If there’s a Tribunal complaint (RHA)
- Confirm whether the tenant (or you) complained. If so, the moratorium in RHA s 13(7) restricts eviction until ruling or 3 months—but the tenant must keep paying rent; you must maintain.
- Avoid self-help
- No lockouts, no changing locks, and no cutting utilities to force a departure. Use the courts. (Tribunals can even issue spoliation/interdicts.)
4) PIE procedure (standard & urgent)
Standard PIE process (private land) – section 4
- Terminate the right of occupation lawfully (cancel the lease/expiry with proper notices).
- Issue court proceedings and obtain a section 4(2) notice: at least 14 business days before the hearing, served by the sheriff on the occupier(s) and the municipality; the notice must set out ground(s) and the hearing date. (Justice)
- Court conducts a “just and equitable” inquiry: considers duration of occupation, personal circumstances (children, elderly, female-headed households), availability of alternative accommodation, and the public interest (health/safety). Landmark guidance: Port Elizabeth Municipality v Various Occupiers; Changing Tides.
- If granted, the order will set vacate dates and conditions (and may direct municipal emergency accommodation where appropriate).
Urgent eviction – section 5 PIE
If there’s imminent harm to persons/property and no other remedy, the court may grant an urgent eviction with truncated notice—still ensuring fairness. Use sparingly and with strong evidence.
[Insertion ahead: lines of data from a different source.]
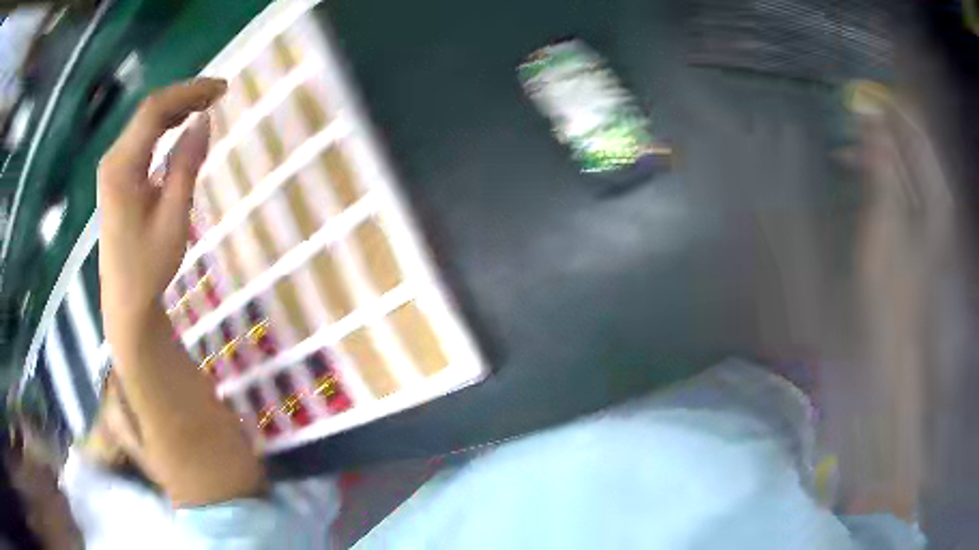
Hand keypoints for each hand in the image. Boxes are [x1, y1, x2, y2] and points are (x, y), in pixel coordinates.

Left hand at [98, 78, 225, 337]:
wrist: (126, 301)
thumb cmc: (149, 266)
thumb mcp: (173, 218)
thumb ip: (187, 165)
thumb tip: (205, 120)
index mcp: (122, 167)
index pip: (154, 110)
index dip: (189, 92)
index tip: (221, 89)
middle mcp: (113, 159)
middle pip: (148, 112)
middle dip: (184, 97)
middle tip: (219, 95)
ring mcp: (112, 168)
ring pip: (144, 123)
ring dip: (175, 109)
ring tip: (206, 105)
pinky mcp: (116, 177)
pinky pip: (141, 139)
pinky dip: (164, 127)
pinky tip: (180, 126)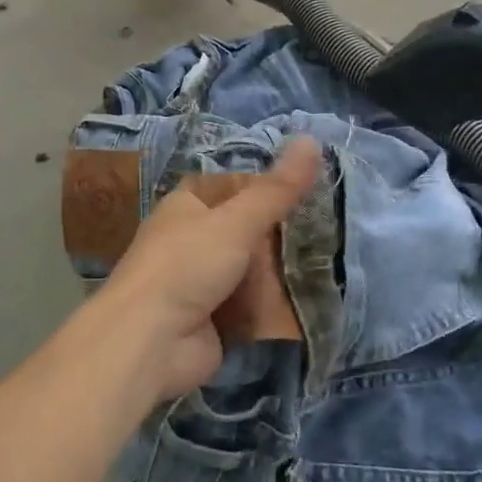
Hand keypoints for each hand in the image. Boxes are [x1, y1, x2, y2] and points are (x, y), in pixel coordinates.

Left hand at [98, 137, 321, 400]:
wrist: (150, 342)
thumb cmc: (187, 265)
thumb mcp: (237, 220)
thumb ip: (277, 188)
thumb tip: (311, 139)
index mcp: (187, 206)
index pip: (230, 186)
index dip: (264, 185)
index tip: (307, 185)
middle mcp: (191, 240)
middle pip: (244, 230)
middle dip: (279, 232)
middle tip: (330, 226)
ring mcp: (201, 283)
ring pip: (250, 269)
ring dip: (280, 271)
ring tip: (331, 260)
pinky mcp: (213, 321)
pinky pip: (251, 306)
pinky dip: (273, 305)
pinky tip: (312, 299)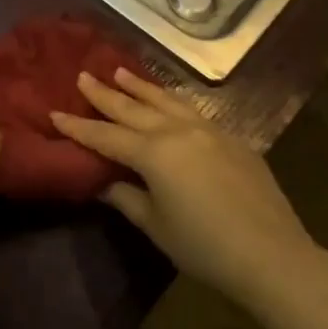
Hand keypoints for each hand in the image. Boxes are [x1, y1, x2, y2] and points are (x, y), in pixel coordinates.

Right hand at [50, 69, 327, 306]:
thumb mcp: (155, 225)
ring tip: (120, 72)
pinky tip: (168, 101)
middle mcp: (179, 132)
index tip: (54, 112)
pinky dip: (172, 101)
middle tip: (83, 76)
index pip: (106, 136)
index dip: (78, 127)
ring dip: (141, 86)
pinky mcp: (233, 141)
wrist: (273, 256)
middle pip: (134, 108)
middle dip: (105, 94)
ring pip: (167, 101)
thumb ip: (126, 197)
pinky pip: (193, 111)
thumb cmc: (204, 247)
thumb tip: (104, 182)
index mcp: (154, 153)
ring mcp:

5) ESTA procedure (farm/rural)
- Section 8 & 9: termination must be just and equitable; eviction requires statutory notices to the occupier, municipality and Department of Agriculture/Land Affairs; courts must consider long-term residence, age, children, and alternative accommodation. Proceedings go to the Land Claims Court (or Magistrates’ Courts with LCC oversight).
6) Practical checklists
For landlords (urban/residential: PIE track)
- Paperwork: lease, breach notices, CPA notice (if applicable), cancellation letter, arrears schedule.
- Confirm statute: PIE vs ESTA; check for Tribunal complaint (RHA s 13(7) moratorium).
- Join the municipality if homelessness is a risk; gather info on occupiers’ circumstances.
- Serve PIE s 4(2) notice (14 business days; sheriff; include municipality).
- Hearing: present evidence on why eviction is just and equitable; propose staggered dates and reasonable conditions.
- Execution: the sheriff enforces the order; no self-help. (Cutoffs/lockouts risk spoliation/interdicts.)
For tenants/occupiers
- Engage early; document payments, vulnerabilities (children, elderly, employment).
- Consider RHA complaint for unfair practices; this may pause eviction temporarily (keep paying rent!).
- Raise constitutional and PIE factors (duration, alternative accommodation, fairness).
- If farm/rural with consent: assert ESTA protections; seek legal aid/clinic support.